> _Work to complete_:
Restate verbatim the span of lines below between the line with "static void drawTracked(SkCanvas*" and the line with "xs[i] += extra;", including those two lines, and only that span.

[Available data Boundary: Start]

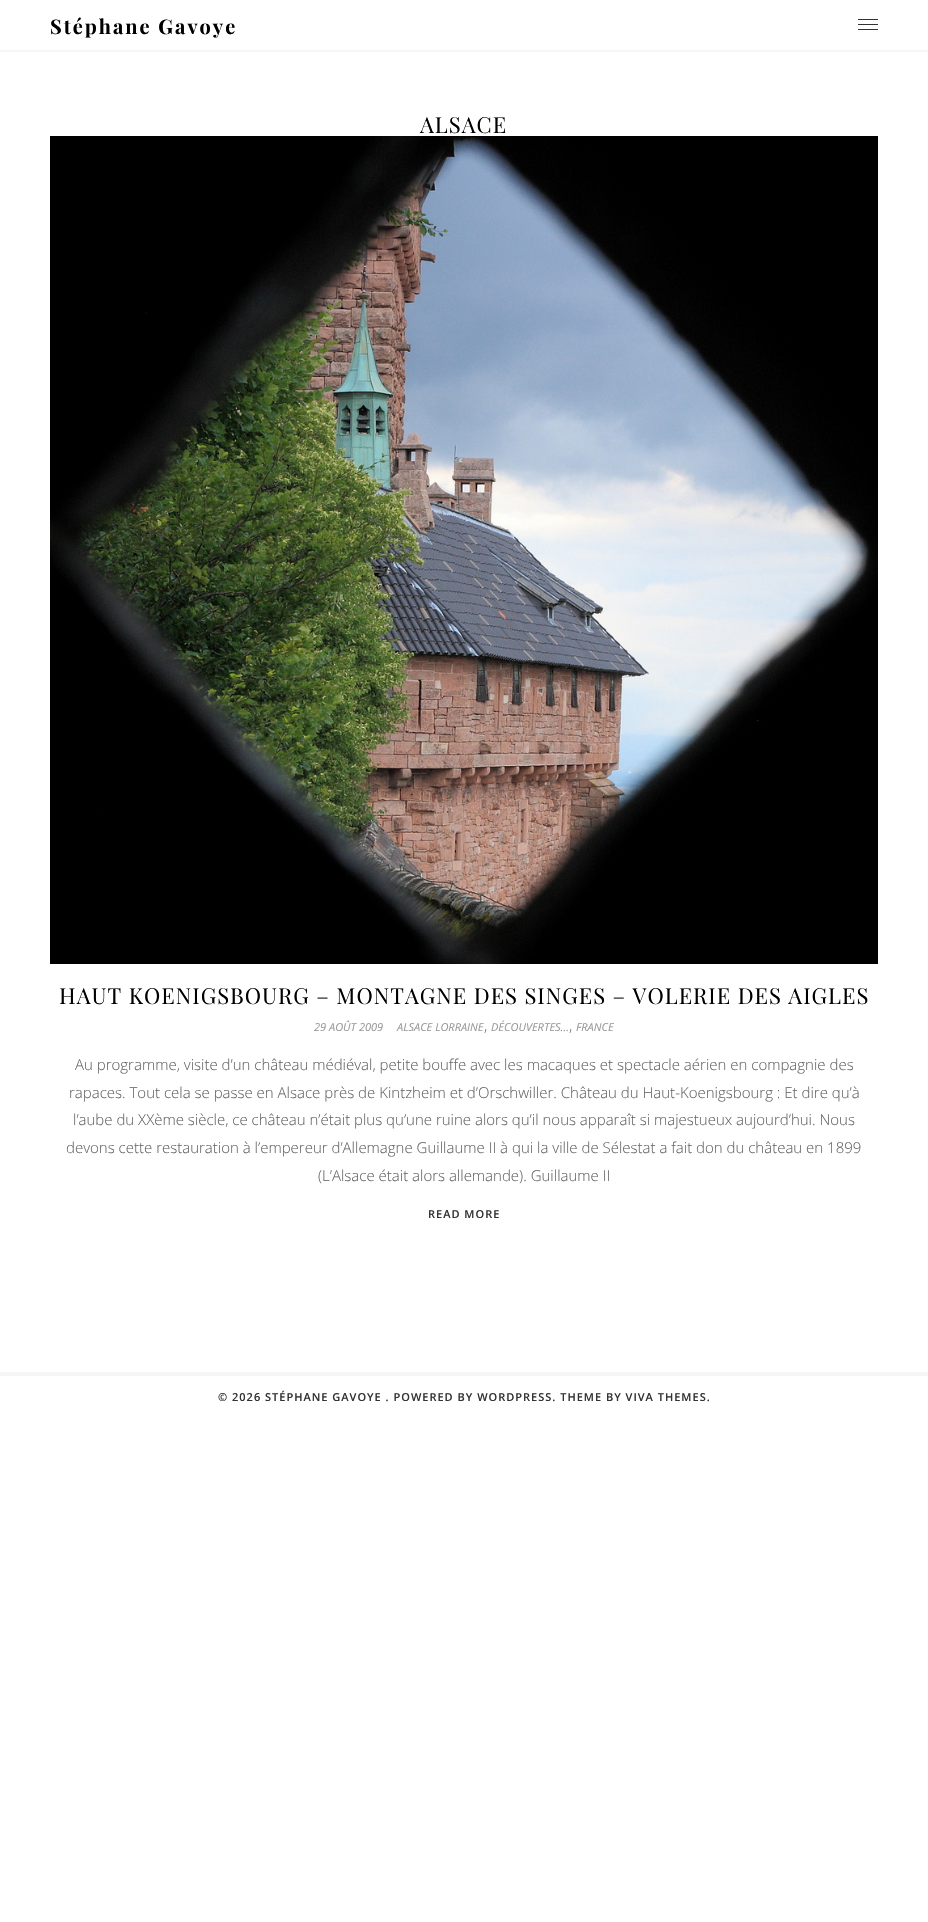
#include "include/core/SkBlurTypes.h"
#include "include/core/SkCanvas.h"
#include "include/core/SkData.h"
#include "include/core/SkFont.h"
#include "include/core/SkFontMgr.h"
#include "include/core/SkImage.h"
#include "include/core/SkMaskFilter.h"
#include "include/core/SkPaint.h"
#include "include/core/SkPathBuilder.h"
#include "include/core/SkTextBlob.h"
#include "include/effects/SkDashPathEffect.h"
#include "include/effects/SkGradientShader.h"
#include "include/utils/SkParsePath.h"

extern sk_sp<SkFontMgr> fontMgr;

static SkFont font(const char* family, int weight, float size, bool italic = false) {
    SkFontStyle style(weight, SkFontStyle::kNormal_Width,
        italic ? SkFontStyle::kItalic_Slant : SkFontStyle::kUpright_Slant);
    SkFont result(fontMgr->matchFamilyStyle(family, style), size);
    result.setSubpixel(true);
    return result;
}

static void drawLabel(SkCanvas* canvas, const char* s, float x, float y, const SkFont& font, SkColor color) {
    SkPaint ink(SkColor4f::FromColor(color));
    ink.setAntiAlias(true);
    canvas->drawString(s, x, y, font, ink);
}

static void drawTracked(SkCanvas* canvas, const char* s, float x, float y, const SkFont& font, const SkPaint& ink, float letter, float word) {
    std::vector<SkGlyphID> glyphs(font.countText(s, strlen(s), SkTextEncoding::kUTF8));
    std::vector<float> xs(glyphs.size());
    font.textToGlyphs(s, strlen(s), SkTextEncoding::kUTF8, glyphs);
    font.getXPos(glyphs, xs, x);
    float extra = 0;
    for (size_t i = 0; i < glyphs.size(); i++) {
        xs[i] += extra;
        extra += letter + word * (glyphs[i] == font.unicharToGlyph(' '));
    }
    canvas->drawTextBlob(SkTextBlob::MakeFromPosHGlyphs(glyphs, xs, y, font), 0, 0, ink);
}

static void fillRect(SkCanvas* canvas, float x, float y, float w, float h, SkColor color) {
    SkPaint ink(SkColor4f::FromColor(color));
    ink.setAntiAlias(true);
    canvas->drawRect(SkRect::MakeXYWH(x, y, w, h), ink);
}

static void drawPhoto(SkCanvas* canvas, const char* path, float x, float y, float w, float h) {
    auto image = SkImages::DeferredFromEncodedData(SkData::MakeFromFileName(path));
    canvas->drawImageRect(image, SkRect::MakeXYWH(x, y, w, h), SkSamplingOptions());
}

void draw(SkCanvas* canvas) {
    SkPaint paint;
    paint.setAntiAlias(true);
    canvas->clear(0xFFFFFFFF);
    fillRect(canvas, 0, 50, 928, 2, 0xFFF6F6F6);
    SkFont font1 = font("Playfair Display", 700, 20);
    paint.setColor(0xFF000000);
    drawTracked(canvas, "Stéphane Gavoye", 50, 34, font1, paint, 2, 0);
    fillRect(canvas, 858, 19, 20, 1, 0xFF333333);
    fillRect(canvas, 858, 24, 20, 1, 0xFF333333);
    fillRect(canvas, 858, 29, 20, 1, 0xFF333333);
    SkFont font2 = font("Playfair Display", 400, 22);
    drawTracked(canvas, "ALSACE", 420, 133, font2, paint, 1, 0);
    drawPhoto(canvas, "assets/img1.png", 50, 136, 828, 828);
    drawTracked(canvas, "HAUT KOENIGSBOURG – MONTAGNE DES SINGES – VOLERIE DES AIGLES", 59, 1004, font2, paint, 1, 0);
    SkFont font3 = font("Open Sans", 400, 11, true);
    drawLabel(canvas, "29 AOÛT 2009", 314, 1031, font3, 0xFF999999);
    drawLabel(canvas, "ALSACE LORRAINE", 397, 1031, font3, 0xFF999999);
    SkFont font4 = font("Open Sans", 300, 15);
    drawLabel(canvas, ",", 484, 1031, font4, 0xFF666666);
    drawLabel(canvas, "DÉCOUVERTES...", 491, 1031, font3, 0xFF999999);
    drawLabel(canvas, ",", 569, 1031, font4, 0xFF666666);
    drawLabel(canvas, "FRANCE", 576, 1031, font3, 0xFF999999);
    drawLabel(canvas, "Au programme, visite d’un château médiéval, petite bouffe avec les macaques et spectacle aérien en compagnie des", 75, 1070, font4, 0xFF666666);
    drawLabel(canvas, "rapaces. Tout cela se passe en Alsace près de Kintzheim et d’Orschwiller. Château du Haut-Koenigsbourg : Et dire qu’à", 69, 1098, font4, 0xFF666666);
    drawLabel(canvas, "l’aube du XXème siècle, ce château n’était plus qu’une ruine alors qu’il nous apparaît si majestueux aujourd’hui. Nous", 73, 1125, font4, 0xFF666666);
    drawLabel(canvas, "devons cette restauration à l’empereur d’Allemagne Guillaume II à qui la ville de Sélestat a fait don du château en 1899", 66, 1153, font4, 0xFF666666);
    drawLabel(canvas, "(L’Alsace était alors allemande). Guillaume II", 318, 1181, font4, 0xFF666666);
    SkFont font5 = font("Open Sans", 600, 11);
    paint.setColor(0xFF333333);
    drawTracked(canvas, "READ MORE", 428, 1218, font5, paint, 1, 0);
    fillRect(canvas, 0, 1372, 928, 4, 0xFFF6F6F6);
    drawTracked(canvas, "© 2026 STÉPHANE GAVOYE . POWERED BY WORDPRESS. THEME BY VIVA THEMES.", 218, 1401, font5, paint, 1, 0);
}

[Available data Boundary: End]

> _Written response_:
static void drawTracked(SkCanvas* canvas, const char* s, float x, float y, const SkFont& font, const SkPaint& ink, float letter, float word) {
    std::vector<SkGlyphID> glyphs(font.countText(s, strlen(s), SkTextEncoding::kUTF8));
    std::vector<float> xs(glyphs.size());
    font.textToGlyphs(s, strlen(s), SkTextEncoding::kUTF8, glyphs);
    font.getXPos(glyphs, xs, x);
    float extra = 0;
    for (size_t i = 0; i < glyphs.size(); i++) {
        xs[i] += extra;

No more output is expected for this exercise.